Membedah Ekonomi Zionisme dan Peran Kita Melawannya

1. Dari Mana Sumber Kekuatan Ekonomi Israel?

Seringkali kita bertanya, negara sekecil itu mengapa bisa memiliki pengaruh global yang begitu besar? Jawabannya ada pada empat pilar ekonomi utama mereka:

  • Teknologi Militer (Military): Israel adalah salah satu eksportir senjata dan teknologi pertahanan canggih terbesar di dunia. Alat tempur dan sistem keamanan siber mereka dijual ke banyak negara.

  • Pariwisata (Tourism): Mereka menguasai situs-situs suci yang menjadi magnet bagi wisatawan dari seluruh dunia, mendatangkan devisa yang sangat besar setiap tahunnya.

  • Pertanian (Agriculture): Meski berada di wilayah tandus, teknologi pertanian mereka (seperti irigasi tetes) sangat maju. Mereka mampu mengekspor buah, sayur, dan teknologi pangan ke pasar global.

  • Pemotongan Berlian (Diamond Cutting): Israel mungkin tidak memiliki tambang berlian, tetapi mereka adalah salah satu pusat trading dan pengasahan (polishing) berlian terbesar di dunia.

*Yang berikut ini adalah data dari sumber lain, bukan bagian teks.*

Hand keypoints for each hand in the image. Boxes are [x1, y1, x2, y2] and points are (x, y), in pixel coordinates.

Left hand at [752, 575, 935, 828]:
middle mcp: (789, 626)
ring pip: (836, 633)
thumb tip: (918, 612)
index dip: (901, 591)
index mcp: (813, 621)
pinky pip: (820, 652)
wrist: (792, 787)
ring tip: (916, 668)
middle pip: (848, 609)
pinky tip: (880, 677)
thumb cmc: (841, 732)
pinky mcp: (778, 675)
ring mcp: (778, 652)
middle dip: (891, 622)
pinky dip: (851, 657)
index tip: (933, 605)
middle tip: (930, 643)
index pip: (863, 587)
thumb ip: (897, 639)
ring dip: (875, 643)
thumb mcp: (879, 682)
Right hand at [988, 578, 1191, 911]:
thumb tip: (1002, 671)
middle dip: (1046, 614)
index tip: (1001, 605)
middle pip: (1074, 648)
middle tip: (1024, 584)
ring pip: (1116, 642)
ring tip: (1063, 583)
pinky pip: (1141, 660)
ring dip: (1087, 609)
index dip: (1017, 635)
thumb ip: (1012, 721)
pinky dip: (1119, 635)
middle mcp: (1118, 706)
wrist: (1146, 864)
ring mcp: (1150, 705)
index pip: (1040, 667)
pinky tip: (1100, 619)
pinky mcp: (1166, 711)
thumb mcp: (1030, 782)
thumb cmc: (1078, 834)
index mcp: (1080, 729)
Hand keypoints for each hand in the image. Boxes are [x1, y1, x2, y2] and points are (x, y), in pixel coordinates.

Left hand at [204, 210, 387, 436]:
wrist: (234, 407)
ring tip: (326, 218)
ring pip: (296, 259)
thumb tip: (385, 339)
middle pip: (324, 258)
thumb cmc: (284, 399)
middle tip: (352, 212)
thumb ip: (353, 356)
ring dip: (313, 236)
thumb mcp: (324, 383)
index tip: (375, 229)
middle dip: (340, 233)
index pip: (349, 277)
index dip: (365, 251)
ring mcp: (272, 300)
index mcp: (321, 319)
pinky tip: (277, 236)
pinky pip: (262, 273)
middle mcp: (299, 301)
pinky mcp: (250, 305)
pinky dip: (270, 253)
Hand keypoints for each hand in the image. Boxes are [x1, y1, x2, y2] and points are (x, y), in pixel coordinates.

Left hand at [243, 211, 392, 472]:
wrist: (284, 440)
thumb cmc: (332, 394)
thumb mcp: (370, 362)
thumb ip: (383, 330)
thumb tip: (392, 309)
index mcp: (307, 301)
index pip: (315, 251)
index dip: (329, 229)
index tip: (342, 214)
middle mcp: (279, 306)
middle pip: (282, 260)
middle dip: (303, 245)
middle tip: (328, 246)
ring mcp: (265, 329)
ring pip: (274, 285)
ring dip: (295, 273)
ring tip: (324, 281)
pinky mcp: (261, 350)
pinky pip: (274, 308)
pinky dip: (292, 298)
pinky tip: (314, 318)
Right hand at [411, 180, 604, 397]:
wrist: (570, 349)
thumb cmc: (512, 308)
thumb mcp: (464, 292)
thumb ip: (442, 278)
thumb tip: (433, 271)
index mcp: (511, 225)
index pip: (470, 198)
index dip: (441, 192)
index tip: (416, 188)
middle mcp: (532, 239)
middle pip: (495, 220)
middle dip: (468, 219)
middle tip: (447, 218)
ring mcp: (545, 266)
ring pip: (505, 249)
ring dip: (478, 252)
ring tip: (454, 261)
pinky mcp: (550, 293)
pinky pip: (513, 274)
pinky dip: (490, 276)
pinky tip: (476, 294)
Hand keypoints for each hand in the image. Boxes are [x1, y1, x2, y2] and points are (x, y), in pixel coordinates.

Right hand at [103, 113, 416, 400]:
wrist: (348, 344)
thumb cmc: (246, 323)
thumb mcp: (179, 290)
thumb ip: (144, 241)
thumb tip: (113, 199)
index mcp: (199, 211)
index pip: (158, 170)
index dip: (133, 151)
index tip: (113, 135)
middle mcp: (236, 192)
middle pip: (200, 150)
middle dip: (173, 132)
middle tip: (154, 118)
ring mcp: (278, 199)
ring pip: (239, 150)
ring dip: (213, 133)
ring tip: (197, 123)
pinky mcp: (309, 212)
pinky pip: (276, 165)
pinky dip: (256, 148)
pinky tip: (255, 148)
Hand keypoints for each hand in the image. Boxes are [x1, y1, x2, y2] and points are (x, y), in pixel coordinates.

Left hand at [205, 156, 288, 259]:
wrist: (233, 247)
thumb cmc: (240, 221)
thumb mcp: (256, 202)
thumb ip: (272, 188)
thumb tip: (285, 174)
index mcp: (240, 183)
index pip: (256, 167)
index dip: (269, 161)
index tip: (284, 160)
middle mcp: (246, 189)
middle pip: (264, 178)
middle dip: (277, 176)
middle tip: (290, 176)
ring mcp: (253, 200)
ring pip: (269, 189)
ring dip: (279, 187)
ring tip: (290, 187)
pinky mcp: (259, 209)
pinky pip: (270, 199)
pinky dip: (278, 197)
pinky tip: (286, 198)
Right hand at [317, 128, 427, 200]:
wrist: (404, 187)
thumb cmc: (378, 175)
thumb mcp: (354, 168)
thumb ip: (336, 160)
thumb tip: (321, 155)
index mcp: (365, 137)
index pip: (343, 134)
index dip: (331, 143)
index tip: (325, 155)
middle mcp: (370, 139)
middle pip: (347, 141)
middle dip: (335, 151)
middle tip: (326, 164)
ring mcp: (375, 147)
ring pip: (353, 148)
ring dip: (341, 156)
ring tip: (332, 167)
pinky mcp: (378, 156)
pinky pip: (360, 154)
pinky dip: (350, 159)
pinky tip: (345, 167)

Industri ini menyumbang angka ekspor yang masif.

2. Realitas Ketimpangan: Sebuah Perbandingan

Untuk memahami betapa jauhnya jarak ekonomi yang harus kita kejar, mari kita lihat data Gross Domestic Product (GDP) atau rata-rata pendapatan per orang per tahun:

  • Israel: Sekitar $54.000 per orang/tahun.

  • Indonesia: Sekitar $4.500 per orang/tahun.

Angka ini bukan untuk membuat kita pesimis, melainkan sebagai "tamparan" sadar. Ketimpangan ekonomi ini menunjukkan bahwa mereka memiliki dana yang kuat untuk melobi kebijakan internasional dan membiayai mesin perang mereka.

3. Misi Kita: Melemahkan Zionisme, Menguatkan Umat

Tugas kita sekarang adalah menanamkan kembali peradaban Islam di hati dan komunitas kita (place Islamic civilization in our heart and community). Kita harus melawan keyakinan yang menyimpang (corrupted belief) dan hegemoni Zionisme.

Bagaimana caranya? Kita harus memastikan fondasi ekonomi Zionisme melemah. Ini adalah perjuangan nyata bagi umat.

Langkah Strategis: Boikot dan Substitusi

Kekuatan ekonomi kita bisa menjadi senjata jika digunakan dengan cerdas:

  1. Boikot Produk Terafiliasi: Berhenti membeli produk dari merek yang secara terang-terangan menyumbang atau mendukung aksi Zionisme. Tujuannya jelas: memutus aliran dana yang digunakan untuk menindas saudara kita.

  2. Optimalisasi UMKM: Boikot saja tidak cukup, harus ada penggantinya. Ini saatnya kita beralih ke produk lokal dan membesarkan UMKM (Usaha Mikro, Kecil, dan Menengah). Dengan membeli produk tetangga atau produk bangsa sendiri, kita memperkuat ekonomi dalam negeri.

  3. Penguatan Sektor Strategis: Kita perlu mendorong negara-negara korban Zionisme dan negara pendukung Palestina untuk mandiri secara ekonomi agar tidak terus bergantung pada sistem asing.

4. Jadikan Perjuangan Sebagai Amal Saleh

Prof. Sami Al-Arian, Pendiri dan Direktur Center for Islam and Global Affairs (CIGA) di Istanbul, Turki, memberikan pandangan penting:

Kita harus membuat kampanye keislaman, seperti perlawanan terhadap penyimpangan (seperti LGBT) dan donasi untuk Palestina, sebagai sebuah amal saleh (righteous deeds).

Ini bukan sekadar aktivisme sosial, tetapi bagian dari ibadah kita. Membela nilai-nilai fitrah manusia dan membantu Palestina adalah manifestasi dari iman.

Jadilah Generasi Pembelajar

Perjuangan ini panjang dan membutuhkan napas yang panjang. Tidak cukup hanya dengan emosi sesaat. Kita harus menjadi generasi yang selalu belajar. Pelajari sejarahnya, pahami ekonominya, dan bangun kekuatan umat mulai dari diri sendiri.

Mari bergerak dari sekadar simpati menjadi aksi nyata. Boikot produk mereka, beli produk umat, dan terus edukasi diri.